Rent $1,002.60 [rent stabilized]

Square feet 700 [four-room apartment in 1907 building]

Occupant Captain Max Patterson [woodworker, marine and terrestrial]

You have a captain’s certificate: “Master of Steam, Motor, or Auxiliary Sail Vessels of Not More Than 100 Gross Tons Upon Inland Waters.” What about the ocean? I can go on the ocean but it’s very complicated.

Atlantic or Pacific? In the last five years, I sailed across the Gulf of
Mexico four times. In ’99, I sailed from Salvador, Brazil, to Ghana.

The PBS special Middle Passage Voyage! With your love for the sea, why are you in Inwood? It’s part of my quirky lifestyle. I love New York. When I moved into this neighborhood about 11 years ago, it was the last decent deal in Manhattan, my first real adult home. I didn’t have to have a roommate.

If you lived in Titusville, Florida, where you grew up, would you be partly on land? No, I have my urban lifestyle and my more far-flung life. Variety is the spice of life. A lot of my sea adventures happen in winter. I was on my sailboat during 9-11. I was behind the Statue of Liberty in Liberty Marina, in New Jersey. The night before, it had rained really hard, I was in my boat bailing out water.
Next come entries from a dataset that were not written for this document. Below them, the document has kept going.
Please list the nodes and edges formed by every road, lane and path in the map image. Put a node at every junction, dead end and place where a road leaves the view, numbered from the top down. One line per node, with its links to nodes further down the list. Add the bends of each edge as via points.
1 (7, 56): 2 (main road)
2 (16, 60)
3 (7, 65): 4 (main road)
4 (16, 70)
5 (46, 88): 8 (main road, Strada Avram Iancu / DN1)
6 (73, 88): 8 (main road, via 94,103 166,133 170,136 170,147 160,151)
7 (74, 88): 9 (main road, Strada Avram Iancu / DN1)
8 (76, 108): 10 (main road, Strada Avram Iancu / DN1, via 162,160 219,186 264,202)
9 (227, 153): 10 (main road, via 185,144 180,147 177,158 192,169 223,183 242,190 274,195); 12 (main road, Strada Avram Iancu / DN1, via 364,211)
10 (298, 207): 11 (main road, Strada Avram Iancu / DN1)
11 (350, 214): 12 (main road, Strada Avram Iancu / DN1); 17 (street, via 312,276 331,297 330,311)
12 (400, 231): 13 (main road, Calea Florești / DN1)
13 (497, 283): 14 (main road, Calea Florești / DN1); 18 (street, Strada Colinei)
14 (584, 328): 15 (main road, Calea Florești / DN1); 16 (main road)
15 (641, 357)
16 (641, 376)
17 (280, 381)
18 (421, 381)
May I demonstrate something? [
He comes over, put his hands on my shoulders and . . . ]

Oof. I felt the percussion from the first airplane hit. It felt like somebody pushing—like I pushed you. The sound went right across the water. We hopped in a launch to see what we could do. All these people charred and covered with ash were going across the river. That afternoon, there was nobody around North Cove—a few loose dogs. My boat is now out on City Island. I have a great photo of her.
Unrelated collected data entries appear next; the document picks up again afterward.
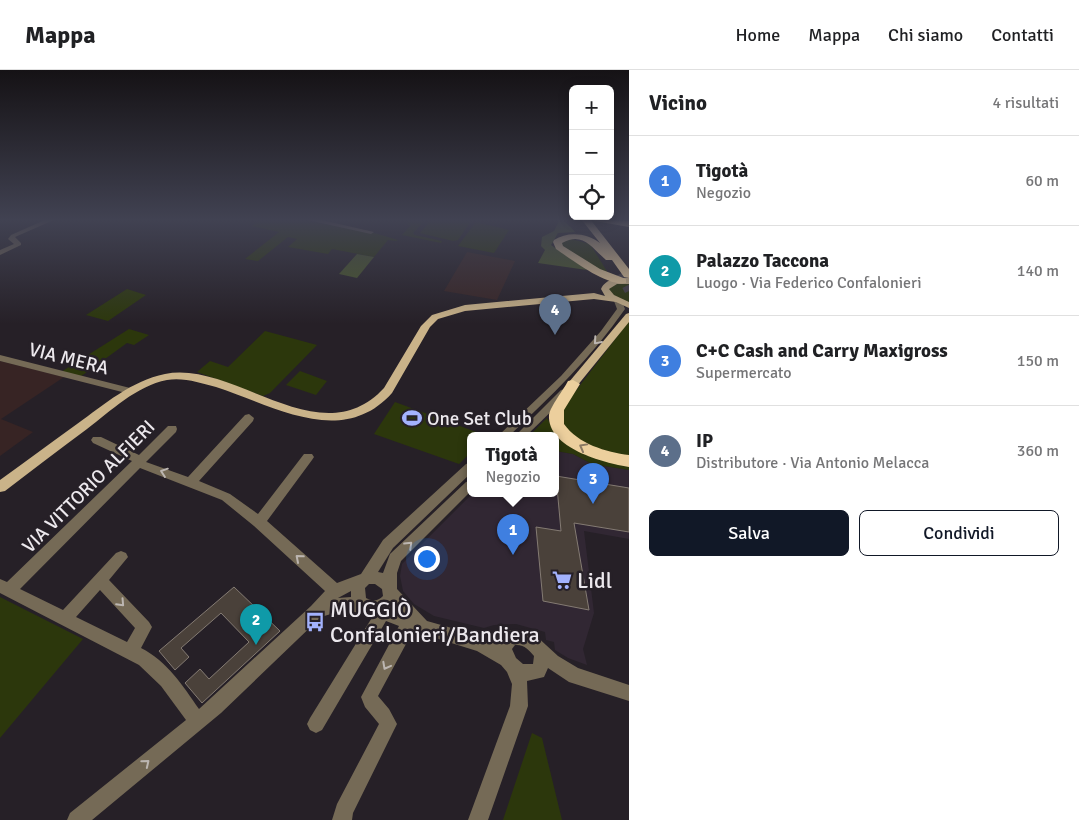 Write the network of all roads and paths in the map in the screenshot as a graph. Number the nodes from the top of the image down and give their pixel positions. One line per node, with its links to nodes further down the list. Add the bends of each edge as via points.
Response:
1 (570, 254): 6 (highway, via 592,269)
2 (605, 254): 5 (highway)
3 (606, 254): 5 (highway)
4 (612, 254): 6 (highway)
5 (609, 258): 6 (highway)
6 (625, 278): 7 (main road, via 608,284)
7 (605, 289): 8 (main road); 9 (main road)
8 (594, 296): 9 (main road); 14 (main road, via 465,308 435,317 426,326 383,396 351,414 316,416 294,411 189,377 171,376)
9 (617, 300): 10 (main road); 17 (street, one-way to 17, via 621,309 604,333 564,378)
10 (629, 305)
11 (629, 316): 13 (main road)
12 (0, 358): 14 (street, VIA MERA)
13 (573, 384): 18 (street); 21 (highway, one-way to 13, via 589,451 561,431 556,424 557,409 571,392)
14 (130, 392): 25 (main road)
15 (249, 418): 24 (street)
16 (172, 429): 22 (street, VIA VITTORIO ALFIERI)
17 (507, 432)
18 (524, 432)
19 (98, 440): 22 (street)
20 (308, 457): 27 (street)
21 (629, 461)
22 (139, 462): 24 (street, one-way to 22); 31 (street, VIA VITTORIO ALFIERI)
23 (467, 470): 29 (street, via 385,548)
24 (191, 482): 27 (street, via 226,496)
25 (0, 488)
26 (467, 488): 33 (street, one-way to 26, via 395,558)
27 (259, 522): 32 (street, one-way to 27)
28 (121, 558): 30 (street)
29 (364, 579): 32 (street); 33 (street, via 384,580); 33 (street, via 358,586 360,602)
30 (100, 580): 35 (street); 40 (street, one-way to 40, via 144,627)
31 (5, 588): 35 (street)
32 (336, 591): 34 (street)
33 (382, 601): 34 (street, via 344,603); 36 (street); 37 (street); 46 (street)
34 (316, 611): 45 (street)
35 (64, 618): 40 (street)
36 (408, 622): 37 (street); 48 (street, one-way to 48, via 369,696 372,704 384,712 388,724)
37 (426, 627): 39 (street)
38 (511, 638): 39 (street); 41 (street, via 504,647); 42 (street, via 527,639 538,648)
39 (480, 644): 41 (street)
40 (130, 652): 45 (street, via 153,665 178,693)
41 (510, 663): 42 (street, via 522,672); 44 (street, via 520,684)
42 (539, 665): 43 (street); 44 (street)
43 (629, 693)
44 (519, 706): 49 (street)
45 (197, 722): 47 (street, one-way to 45)
46 (316, 724)
47 (77, 820)
48 (342, 820)
49 (478, 820)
Where do you go in her? I’m going to take her to Martha’s Vineyard this summer.

Where did you get all the scabbards? Samurai swords—I found them. I found the musket in a trash can.
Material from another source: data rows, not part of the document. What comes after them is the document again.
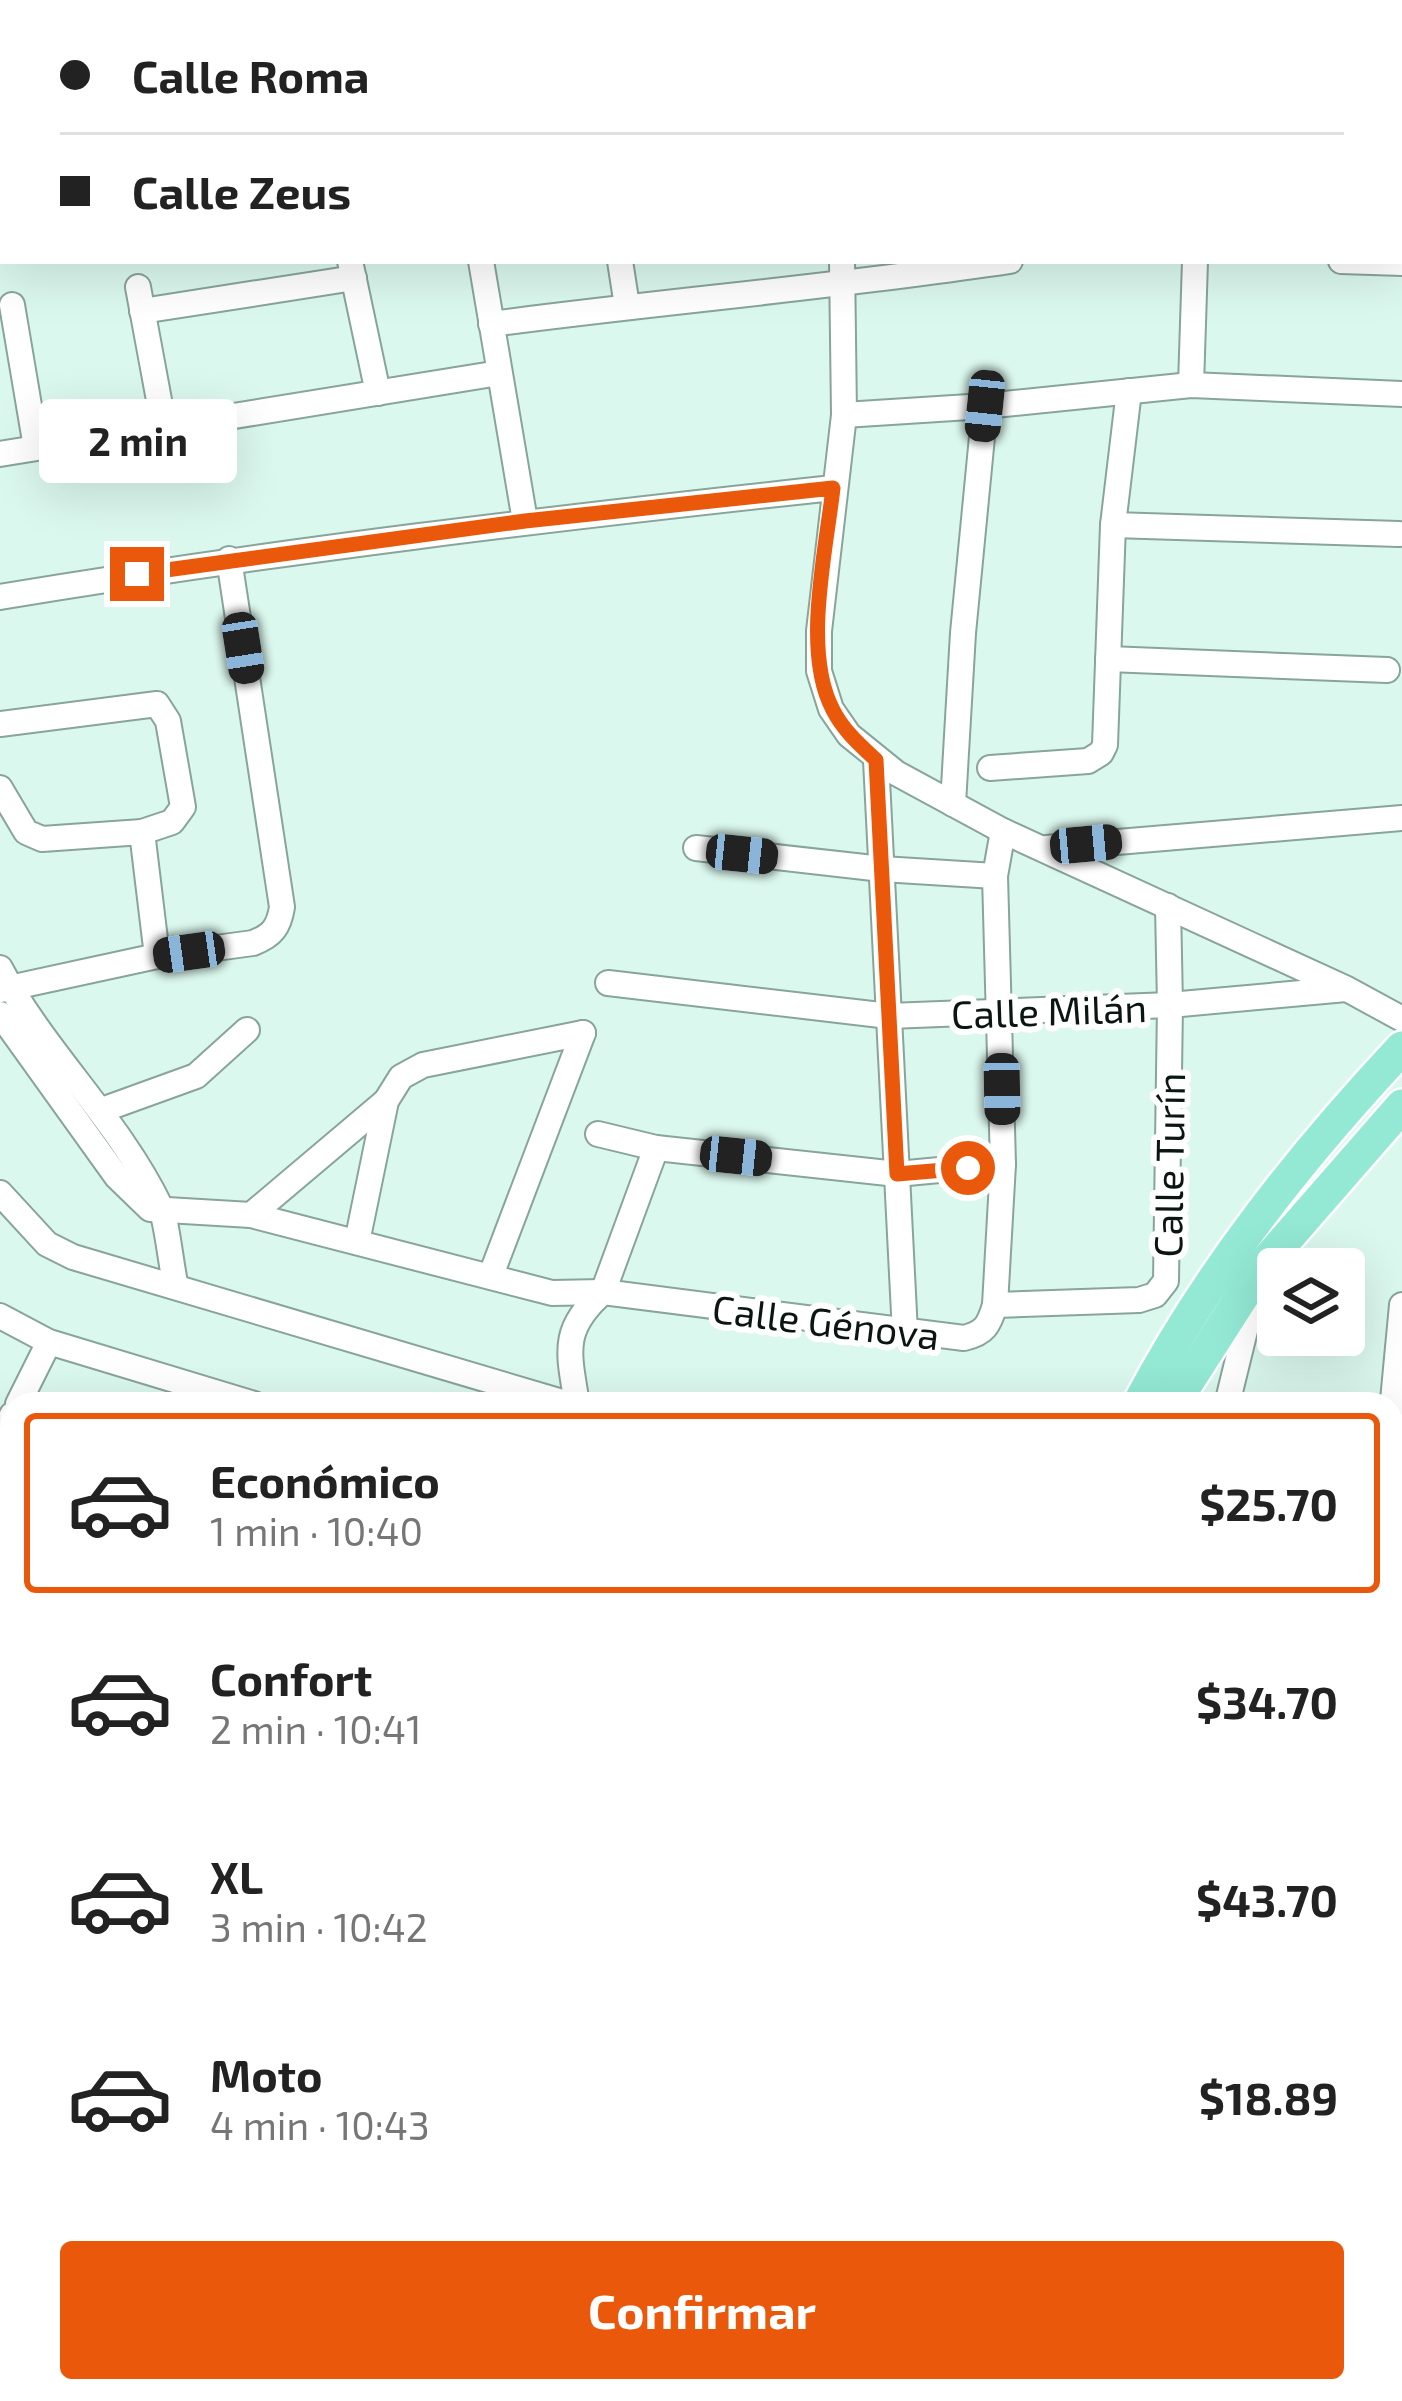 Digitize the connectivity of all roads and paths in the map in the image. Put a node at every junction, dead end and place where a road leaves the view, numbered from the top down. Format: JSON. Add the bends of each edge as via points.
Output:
{"nodes":[{"id":1,"x":481,"y":264,"type":"edge"},
{"id":2,"x":620,"y":264,"type":"edge"},
{"id":3,"x":971,"y":264,"type":"edge"},
{"id":4,"x":1196,"y":264,"type":"edge"},
{"id":5,"x":352,"y":269,"type":"edge"},
{"id":6,"x":842,"y":274,"type":"edge"},
{"id":7,"x":627,"y":306,"type":"junction"},
{"id":8,"x":9,"y":323,"type":"edge"},
{"id":9,"x":491,"y":324,"type":"junction"},
{"id":10,"x":499,"y":373,"type":"junction"},
{"id":11,"x":1191,"y":385,"type":"junction"},
{"id":12,"x":1129,"y":391,"type":"junction"},
{"id":13,"x":378,"y":393,"type":"junction"},
{"id":14,"x":1402,"y":394,"type":"edge"},
{"id":15,"x":985,"y":406,"type":"junction"},
{"id":16,"x":844,"y":415,"type":"junction"},
{"id":17,"x":164,"y":427,"type":"junction"},
{"id":18,"x":36,"y":447,"type":"junction"},
{"id":19,"x":0,"y":454,"type":"edge"},
{"id":20,"x":833,"y":488,"type":"junction"},
{"id":21,"x":525,"y":521,"type":"junction"},
{"id":22,"x":1114,"y":525,"type":"junction"},
{"id":23,"x":1399,"y":535,"type":"dead end"},
{"id":24,"x":229,"y":559,"type":"junction"},
{"id":25,"x":0,"y":597,"type":"edge"},
{"id":26,"x":1108,"y":659,"type":"junction"},
{"id":27,"x":1387,"y":670,"type":"dead end"},
{"id":28,"x":0,"y":724,"type":"edge"},
{"id":29,"x":876,"y":760,"type":"junction"},
{"id":30,"x":990,"y":768,"type":"dead end"},
{"id":31,"x":0,"y":788,"type":"edge"},
{"id":32,"x":953,"y":804,"type":"junction"},
{"id":33,"x":1402,"y":818,"type":"edge"},
{"id":34,"x":1003,"y":831,"type":"junction"},
{"id":35,"x":142,"y":832,"type":"junction"},
{"id":36,"x":696,"y":848,"type":"dead end"},
{"id":37,"x":1041,"y":848,"type":"junction"},
{"id":38,"x":882,"y":868,"type":"junction"},
{"id":39,"x":994,"y":876,"type":"junction"},
{"id":40,"x":1168,"y":906,"type":"junction"},
{"id":41,"x":157,"y":956,"type":"junction"},
{"id":42,"x":3,"y":982,"type":"edge"},
{"id":43,"x":608,"y":983,"type":"dead end"},
{"id":44,"x":1347,"y":989,"type":"junction"},
{"id":45,"x":1170,"y":1005,"type":"junction"},
{"id":46,"x":1000,"y":1013,"type":"junction"},
{"id":47,"x":0,"y":1014,"type":"edge"},
{"id":48,"x":889,"y":1016,"type":"junction"},
{"id":49,"x":1402,"y":1018,"type":"edge"},
{"id":50,"x":247,"y":1030,"type":"dead end"},
{"id":51,"x":1402,"y":1048,"type":"edge"},
{"id":52,"x":386,"y":1101,"type":"junction"},
{"id":53,"x":1402,"y":1106,"type":"edge"},
{"id":54,"x":102,"y":1109,"type":"junction"},
{"id":55,"x":598,"y":1134,"type":"dead end"},
{"id":56,"x":656,"y":1148,"type":"junction"},
{"id":57,"x":1003,"y":1164,"type":"junction"},
{"id":58,"x":897,"y":1174,"type":"junction"},
{"id":59,"x":0,"y":1192,"type":"edge"},
{"id":60,"x":163,"y":1210,"type":"junction"},
{"id":61,"x":250,"y":1216,"type":"junction"},
{"id":62,"x":357,"y":1242,"type":"junction"},
{"id":63,"x":1278,"y":1248,"type":"edge"},
{"id":64,"x":1257,"y":1273,"type":"edge"},
{"id":65,"x":491,"y":1275,"type":"junction"},
{"id":66,"x":1257,"y":1278,"type":"edge"},
{"id":67,"x":1166,"y":1281,"type":"joint"},
{"id":68,"x":176,"y":1287,"type":"junction"},
{"id":69,"x":603,"y":1292,"type":"junction"},
{"id":70,"x":994,"y":1305,"type":"junction"},
{"id":71,"x":1402,"y":1306,"type":"edge"},
{"id":72,"x":0,"y":1316,"type":"edge"},
{"id":73,"x":905,"y":1333,"type":"junction"},
{"id":74,"x":49,"y":1342,"type":"junction"},
{"id":75,"x":24,"y":1392,"type":"edge"},
{"id":76,"x":174,"y":1392,"type":"edge"},
{"id":77,"x":541,"y":1392,"type":"edge"},
{"id":78,"x":569,"y":1392,"type":"edge"},
{"id":79,"x":1146,"y":1392,"type":"edge"},
{"id":80,"x":1182,"y":1392,"type":"edge"},
{"id":81,"x":1230,"y":1392,"type":"edge"},
{"id":82,"x":1394,"y":1392,"type":"edge"}],
"edges":[{"from":1,"to":9,"type":"street"},
{"from":2,"to":7,"type":"street"},
{"from":3,"to":6,"type":"street"},
{"from":4,"to":11,"type":"street"},
{"from":5,"to":13,"type":"street"},
{"from":5,"to":17,"type":"street","via":[[140,299]]},
{"from":6,"to":7,"type":"street"},
{"from":6,"to":16,"type":"street"},
{"from":7,"to":9,"type":"street"},
{"from":8,"to":18,"type":"street"},
{"from":9,"to":10,"type":"street"},
{"from":10,"to":13,"type":"street"},
{"from":10,"to":21,"type":"street"},
{"from":11,"to":12,"type":"street"},
{"from":11,"to":14,"type":"street"},
{"from":12,"to":15,"type":"street"},
{"from":12,"to":22,"type":"street"},
{"from":13,"to":17,"type":"street"},
{"from":15,"to":16,"type":"street"},
{"from":15,"to":32,"type":"street"},
{"from":16,"to":20,"type":"street"},
{"from":17,"to":18,"type":"street"},
{"from":18,"to":19,"type":"street"},
{"from":20,"to":21,"type":"street"},
{"from":20,"to":29,"type":"street","via":[[819,670],[832,709]]},
{"from":21,"to":24,"type":"street"},
{"from":22,"to":23,"type":"street"},
{"from":22,"to":26,"type":"street"},
{"from":24,"to":25,"type":"street"},
{"from":24,"to":41,"type":"street","via":[[282,907],[266,938]]},
{"from":26,"to":27,"type":"street"},
{"from":26,"to":30,"type":"street","via":[[1102,753],[1088,761]]},
{"from":28,"to":35,"type":"street","via":[[162,707],[183,807],[172,821]]},
{"from":29,"to":32,"type":"street"},
{"from":29,"to":38,"type":"street"},
{"from":31,"to":35,"type":"street","via":[[26,832],[42,839]]},
{"from":32,"to":34,"type":"street"},
{"from":33,"to":37,"type":"street"},
{"from":34,"to":37,"type":"street"},
{"from":34,"to":39,"type":"street"},
{"from":35,"to":41,"type":"street"},
{"from":36,"to":38,"type":"street"},
{"from":37,"to":40,"type":"street"},
{"from":38,"to":39,"type":"street"},
{"from":38,"to":48,"type":"street"},
{"from":39,"to":46,"type":"street"},
{"from":40,"to":44,"type":"street"},
{"from":40,"to":45,"type":"street","name":"Calle Turín"},
{"from":41,"to":42,"type":"street"},
{"from":42,"to":54,"type":"street"},
{"from":43,"to":48,"type":"street","name":"Calle Milán"},
{"from":44,"to":45,"type":"street","name":"Calle Milán"},
{"from":44,"to":49,"type":"street"},
{"from":45,"to":46,"type":"street","name":"Calle Milán"},
{"from":45,"to":67,"type":"street","name":"Calle Turín"},
{"from":46,"to":48,"type":"street","name":"Calle Milán"},
{"from":46,"to":57,"type":"street"},
{"from":47,"to":60,"type":"street","via":[[117,1177],[150,1209]]},
{"from":48,"to":58,"type":"street"},
{"from":50,"to":54,"type":"street","via":[[196,1076]]},
{"from":51,"to":79,"type":"main road","via":[[1244,1234]]},
{"from":52,"to":61,"type":"street"},
{"from":52,"to":62,"type":"street"},
{"from":52,"to":65,"type":"street","via":[[401,1077],[423,1065],[584,1033]]},
{"from":53,"to":63,"type":"main road"},
{"from":54,"to":60,"type":"street"},
{"from":55,"to":56,"type":"street"},
{"from":56,"to":58,"type":"street"},
{"from":56,"to":69,"type":"street"},
{"from":57,"to":58,"type":"street"},
{"from":57,"to":70,"type":"street"},
{"from":58,"to":73,"type":"street"},
{"from":59,"to":68,"type":"street","via":[[47,1244]]},
{"from":60,"to":61,"type":"street","name":"Calle Génova"},
{"from":60,"to":68,"type":"street"},
{"from":61,"to":62,"type":"street","name":"Calle Génova"},
{"from":62,"to":65,"type":"street","name":"Calle Génova"},
{"from":64,"to":80,"type":"main road"},
{"from":65,"to":69,"type":"street","name":"Calle Génova","via":[[566,1294]]},
{"from":66,"to":81,"type":"street"},
{"from":67,"to":70,"type":"street","name":"Calle Génova","via":[[1139,1300]]},
{"from":68,"to":77,"type":"street"},
{"from":69,"to":73,"type":"street","name":"Calle Génova"},
{"from":69,"to":78,"type":"street","via":[[567,1345]]},
{"from":70,"to":73,"type":"street","name":"Calle Génova","via":[[980,1334]]},
{"from":71,"to":82,"type":"street"},
{"from":72,"to":74,"type":"street"},
{"from":74,"to":75,"type":"street"},
{"from":74,"to":76,"type":"street"}]}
I’m feeling an era here but I’m not sure what. What haven’t you seen? [ He shakes his finger.] No television, no computer. I make these wooden vases. I turn them on a lathe. I just spent several years working on the Maritime Hotel, the Matsuri restaurant. It’s quite a spectacle. I did all the walnut work.

Walnut . . . is a European American wood. It’s very somber, very soothing. It’s dark and deep. It is extremely hard—that’s why they use it for gun stocks and pipes. Real hardwood trees take years to grow. When they grow slowly and under the right conditions, they produce a very stable wood.

I wonder if that applies to human intelligence. Pine grows very fast. People buy pine futons and they’re out in the trash in a year.

You work on luxurious apartments. Last week I built an African mahogany deck on Barrow Street. It’s a very rare wood. It’s got fire in it. The owner saw another deck just like it and wanted one. I started doing woodwork when I was on boats. Sailors are called jacks. That’s where jack-of-all-trades comes from. Sailors have to be very stable people because what they’re on is constantly moving.

You just showed me an old bag with ropes and string. I like to do fancy knot work at sea. It’s a sailor’s ditty bag. That’s a Turk’s head and that’s a crown sennett. [He puts a small object on the table.]

A wooden seashell, how transgressive! I model them after real shells. Shells are all one line, interior and exterior.

Like the Guggenheim . . . sort of. Remember the Möbius strip? It’s never ending.

Is the animal born first or are they born inside the shell? I think mollusks grow their shell, but there are other animals who adapt to recycled shells. Hermit crabs do that.